Selain kekayaan jenis yang mempengaruhi tingkat keanekaragaman komunitas, kemerataan juga mempengaruhi tingkat keanekaragaman komunitas. Kemerataan dapat diketahui dengan menghitung indeks kemerataan (E). Indeks

kemerataan merupakan indeks yang menunjukkan tingkat penyebaran jenis pada suatu areal hutan. Semakin besar nilai indeks kemerataan (E) maka komposisi penyebaran jenis semakin merata atau tidak didominasi oleh satu atau beberapa jenis saja. Berdasarkan hasil pengamatan dapat dilihat besarnya nilai Indeks Kemerataan (E) pada kondisi hutan primer, hutan setelah dilakukan penebangan dan hutan setelah dilakukan penjaluran di berbagai kelerengan.
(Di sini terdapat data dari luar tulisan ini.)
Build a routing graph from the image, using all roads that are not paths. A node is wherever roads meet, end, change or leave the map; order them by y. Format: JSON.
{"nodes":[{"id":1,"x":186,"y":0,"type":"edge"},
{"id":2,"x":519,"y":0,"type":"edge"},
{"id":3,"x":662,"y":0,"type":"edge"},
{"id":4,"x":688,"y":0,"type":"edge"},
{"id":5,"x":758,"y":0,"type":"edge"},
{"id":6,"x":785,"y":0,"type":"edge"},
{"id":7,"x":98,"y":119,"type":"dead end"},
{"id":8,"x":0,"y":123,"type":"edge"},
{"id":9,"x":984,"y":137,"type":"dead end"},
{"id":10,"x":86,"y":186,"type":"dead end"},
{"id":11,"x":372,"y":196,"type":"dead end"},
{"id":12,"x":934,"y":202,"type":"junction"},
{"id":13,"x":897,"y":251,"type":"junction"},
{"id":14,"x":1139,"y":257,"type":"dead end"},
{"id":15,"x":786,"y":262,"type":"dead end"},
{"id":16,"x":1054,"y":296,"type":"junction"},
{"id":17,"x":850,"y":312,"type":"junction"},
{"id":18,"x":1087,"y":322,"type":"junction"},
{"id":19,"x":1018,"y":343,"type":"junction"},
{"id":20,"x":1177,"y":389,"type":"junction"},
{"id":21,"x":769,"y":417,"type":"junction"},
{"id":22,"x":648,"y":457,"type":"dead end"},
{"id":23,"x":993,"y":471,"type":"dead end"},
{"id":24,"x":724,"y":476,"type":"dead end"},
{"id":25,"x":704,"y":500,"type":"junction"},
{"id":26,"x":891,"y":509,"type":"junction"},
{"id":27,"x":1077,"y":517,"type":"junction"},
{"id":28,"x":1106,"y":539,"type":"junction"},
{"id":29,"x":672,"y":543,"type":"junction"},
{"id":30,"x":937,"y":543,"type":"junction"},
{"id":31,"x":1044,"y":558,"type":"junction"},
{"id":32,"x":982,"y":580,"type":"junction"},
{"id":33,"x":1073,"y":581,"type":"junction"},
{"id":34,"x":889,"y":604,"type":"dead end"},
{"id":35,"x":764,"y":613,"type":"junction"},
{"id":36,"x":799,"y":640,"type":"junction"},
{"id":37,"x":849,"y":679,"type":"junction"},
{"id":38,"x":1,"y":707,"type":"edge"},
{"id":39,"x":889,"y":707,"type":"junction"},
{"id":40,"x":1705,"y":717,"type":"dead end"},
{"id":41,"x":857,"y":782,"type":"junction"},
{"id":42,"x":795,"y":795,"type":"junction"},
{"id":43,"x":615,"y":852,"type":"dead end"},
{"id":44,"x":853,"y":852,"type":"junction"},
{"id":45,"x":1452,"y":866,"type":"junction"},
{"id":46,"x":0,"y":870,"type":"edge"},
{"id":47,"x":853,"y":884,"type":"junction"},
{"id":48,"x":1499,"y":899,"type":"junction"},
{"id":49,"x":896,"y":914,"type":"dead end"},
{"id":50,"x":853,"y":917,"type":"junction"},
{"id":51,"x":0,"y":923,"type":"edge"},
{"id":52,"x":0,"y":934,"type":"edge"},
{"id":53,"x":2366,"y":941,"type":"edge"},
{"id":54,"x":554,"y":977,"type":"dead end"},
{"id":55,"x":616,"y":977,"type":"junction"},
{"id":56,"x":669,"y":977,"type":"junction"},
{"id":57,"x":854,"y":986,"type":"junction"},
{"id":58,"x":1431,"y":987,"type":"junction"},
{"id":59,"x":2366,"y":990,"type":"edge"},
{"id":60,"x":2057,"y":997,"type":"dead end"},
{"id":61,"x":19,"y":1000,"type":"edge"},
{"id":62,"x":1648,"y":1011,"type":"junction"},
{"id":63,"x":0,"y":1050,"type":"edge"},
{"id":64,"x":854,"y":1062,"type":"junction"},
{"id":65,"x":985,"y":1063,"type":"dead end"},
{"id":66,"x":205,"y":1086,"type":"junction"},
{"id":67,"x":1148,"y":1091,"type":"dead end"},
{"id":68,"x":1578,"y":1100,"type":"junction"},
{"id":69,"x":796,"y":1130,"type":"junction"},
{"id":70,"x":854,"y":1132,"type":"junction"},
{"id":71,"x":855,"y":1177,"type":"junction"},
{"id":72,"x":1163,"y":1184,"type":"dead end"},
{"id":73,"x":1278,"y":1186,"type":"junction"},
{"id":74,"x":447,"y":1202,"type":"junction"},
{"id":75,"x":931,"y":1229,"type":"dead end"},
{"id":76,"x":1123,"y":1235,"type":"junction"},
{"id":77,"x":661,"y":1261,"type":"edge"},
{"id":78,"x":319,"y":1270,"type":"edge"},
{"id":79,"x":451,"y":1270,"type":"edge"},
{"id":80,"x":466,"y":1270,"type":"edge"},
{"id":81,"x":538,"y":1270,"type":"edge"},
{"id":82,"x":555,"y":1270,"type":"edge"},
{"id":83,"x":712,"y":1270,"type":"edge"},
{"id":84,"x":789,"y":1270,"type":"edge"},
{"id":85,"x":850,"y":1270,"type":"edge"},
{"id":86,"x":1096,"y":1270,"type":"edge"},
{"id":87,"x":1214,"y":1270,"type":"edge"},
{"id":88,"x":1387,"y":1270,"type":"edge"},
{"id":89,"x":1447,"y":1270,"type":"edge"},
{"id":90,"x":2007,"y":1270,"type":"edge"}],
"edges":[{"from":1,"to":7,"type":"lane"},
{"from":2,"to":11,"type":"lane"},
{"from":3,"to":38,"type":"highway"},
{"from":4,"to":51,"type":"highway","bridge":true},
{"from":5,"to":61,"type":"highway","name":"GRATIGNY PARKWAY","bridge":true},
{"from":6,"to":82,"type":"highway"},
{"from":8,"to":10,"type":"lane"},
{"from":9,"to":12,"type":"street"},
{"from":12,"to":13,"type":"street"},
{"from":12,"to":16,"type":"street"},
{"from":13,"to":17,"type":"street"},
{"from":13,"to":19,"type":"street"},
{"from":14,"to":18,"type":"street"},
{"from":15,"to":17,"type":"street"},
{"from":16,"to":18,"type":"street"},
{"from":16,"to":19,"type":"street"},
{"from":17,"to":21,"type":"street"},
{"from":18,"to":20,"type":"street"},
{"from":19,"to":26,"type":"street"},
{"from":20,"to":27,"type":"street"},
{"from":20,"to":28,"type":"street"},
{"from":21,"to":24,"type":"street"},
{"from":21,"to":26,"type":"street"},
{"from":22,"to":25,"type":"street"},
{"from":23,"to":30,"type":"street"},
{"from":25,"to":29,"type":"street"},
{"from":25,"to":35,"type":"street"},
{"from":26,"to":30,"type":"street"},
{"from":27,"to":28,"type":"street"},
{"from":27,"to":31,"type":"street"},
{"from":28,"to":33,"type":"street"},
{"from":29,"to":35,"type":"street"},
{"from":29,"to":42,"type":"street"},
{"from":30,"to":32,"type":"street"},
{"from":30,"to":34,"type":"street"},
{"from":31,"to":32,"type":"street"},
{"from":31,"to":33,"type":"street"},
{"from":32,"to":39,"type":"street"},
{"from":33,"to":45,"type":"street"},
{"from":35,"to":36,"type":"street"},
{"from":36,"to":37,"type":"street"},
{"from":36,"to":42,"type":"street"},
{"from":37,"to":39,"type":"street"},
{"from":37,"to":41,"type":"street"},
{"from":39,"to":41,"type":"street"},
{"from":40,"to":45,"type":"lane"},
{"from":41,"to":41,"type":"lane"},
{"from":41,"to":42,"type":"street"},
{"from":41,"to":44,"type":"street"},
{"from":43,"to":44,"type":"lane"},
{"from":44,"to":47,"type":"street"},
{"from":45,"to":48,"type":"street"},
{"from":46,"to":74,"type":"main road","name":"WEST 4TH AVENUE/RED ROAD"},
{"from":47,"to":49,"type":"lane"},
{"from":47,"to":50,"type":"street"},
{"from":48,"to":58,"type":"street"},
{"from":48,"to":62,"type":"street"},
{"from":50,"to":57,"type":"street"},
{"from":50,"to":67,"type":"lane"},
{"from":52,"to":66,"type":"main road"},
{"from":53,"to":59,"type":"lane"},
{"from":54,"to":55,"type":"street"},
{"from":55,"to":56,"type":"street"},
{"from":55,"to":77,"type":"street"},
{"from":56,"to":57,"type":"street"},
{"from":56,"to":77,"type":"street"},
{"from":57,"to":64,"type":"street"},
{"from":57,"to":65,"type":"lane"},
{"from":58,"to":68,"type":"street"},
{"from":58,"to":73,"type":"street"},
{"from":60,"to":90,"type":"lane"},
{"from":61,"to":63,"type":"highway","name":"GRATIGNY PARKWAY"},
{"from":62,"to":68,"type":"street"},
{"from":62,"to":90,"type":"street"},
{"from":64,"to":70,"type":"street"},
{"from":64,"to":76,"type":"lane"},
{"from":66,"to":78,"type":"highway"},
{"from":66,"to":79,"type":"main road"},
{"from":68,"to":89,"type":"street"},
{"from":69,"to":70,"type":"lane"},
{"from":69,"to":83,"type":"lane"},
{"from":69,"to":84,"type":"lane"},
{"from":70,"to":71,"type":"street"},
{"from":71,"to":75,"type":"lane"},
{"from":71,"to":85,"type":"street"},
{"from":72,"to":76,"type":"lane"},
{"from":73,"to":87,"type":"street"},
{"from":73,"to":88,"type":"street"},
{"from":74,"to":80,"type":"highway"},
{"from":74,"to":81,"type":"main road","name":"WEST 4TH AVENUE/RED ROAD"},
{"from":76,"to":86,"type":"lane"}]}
Tabel 12. Indeks Kemerataan (E) jenis yang ditemukan pada kondisi hutan primer, hutan setelah ditebang dan hutan setelah dilakukan penjaluran

Kondisi hutan Kelerengan (%)

Indeks Kemerataan

Semai Pancang Tiang Pohon Hutan Primer

0-15 0,80 0,82 0,76 0,84

15-25 0,81 0,83 0,77 0,82

25-45 0,83 0,81 0,85 0,81

Hutan Setelah Penebangan

0-15 0,81 0,83 0,77 0,87

15-25 0,84 0,82 0,81 0,85

25-45 0,84 0,84 0,86 0,81

Hutan Setelah Penjaluran

0-15 0,86 0,88 0,77 0,68

15-25 0,85 0,89 0,79 0,74

25-45 0,88 0,88 0,80 0,81

Berdasarkan Tabel 12 dapat dilihat nilai Indeks Kemerataan (E) pada kondisi hutan primer, hutan setelah dilakukan penebangan dan hutan setelah dilakukan penjaluran di berbagai kelerengan. Diketahui bahwa pada tingkat semai nilai indeks kemerataan terbesar terdapat pada kelerengan curam (25-45%) di hutan setelah dilakukan penjaluran yaitu sebesar 0,88 dan terendah pada kelerengan datar (0-15%) di hutan primer yaitu sebesar 0,80, pada tingkat pancang nilai indeks kemerataan terbesar terdapat pada kelerengan sedang (15-25%) di hutan setelah dilakukan penjaluran yaitu sebesar 0,89 dan terendah pada kelerengan curam (25-45%) di hutan primer yaitu sebesar 0,81, pada tingkat tiang nilai indeks kemerataan terbesar terdapat pada kelerengan curam (25-45%) di hutan setelah dilakukan penebangan yaitu sebesar 0,86 dan terendah pada kelerengan datar (0-15%) di hutan primer yaitu sebesar 0,76 dan pada tingkat pohon nilai indeks kemerataan terbesar terdapat pada kelerengan datar (0-15%) di hutan setelah dilakukan penebangan yaitu sebesar 0,87 dan terendah pada

kelerengan sedang (15-25%) di hutan setelah dilakukan penjaluran yaitu sebesar 0,74. Dapat disimpulkan bahwa besarnya indeks kemerataan (E) pada hutan primer, hutan setelah dilakukan penebangan dan hutan setelah dilakukan penjaluran menunjukkan angka diatas 0,6, sehingga berdasarkan kriteria Magurran (1988) pada umumnya memiliki indeks kemerataan jenis (E) yang tinggi.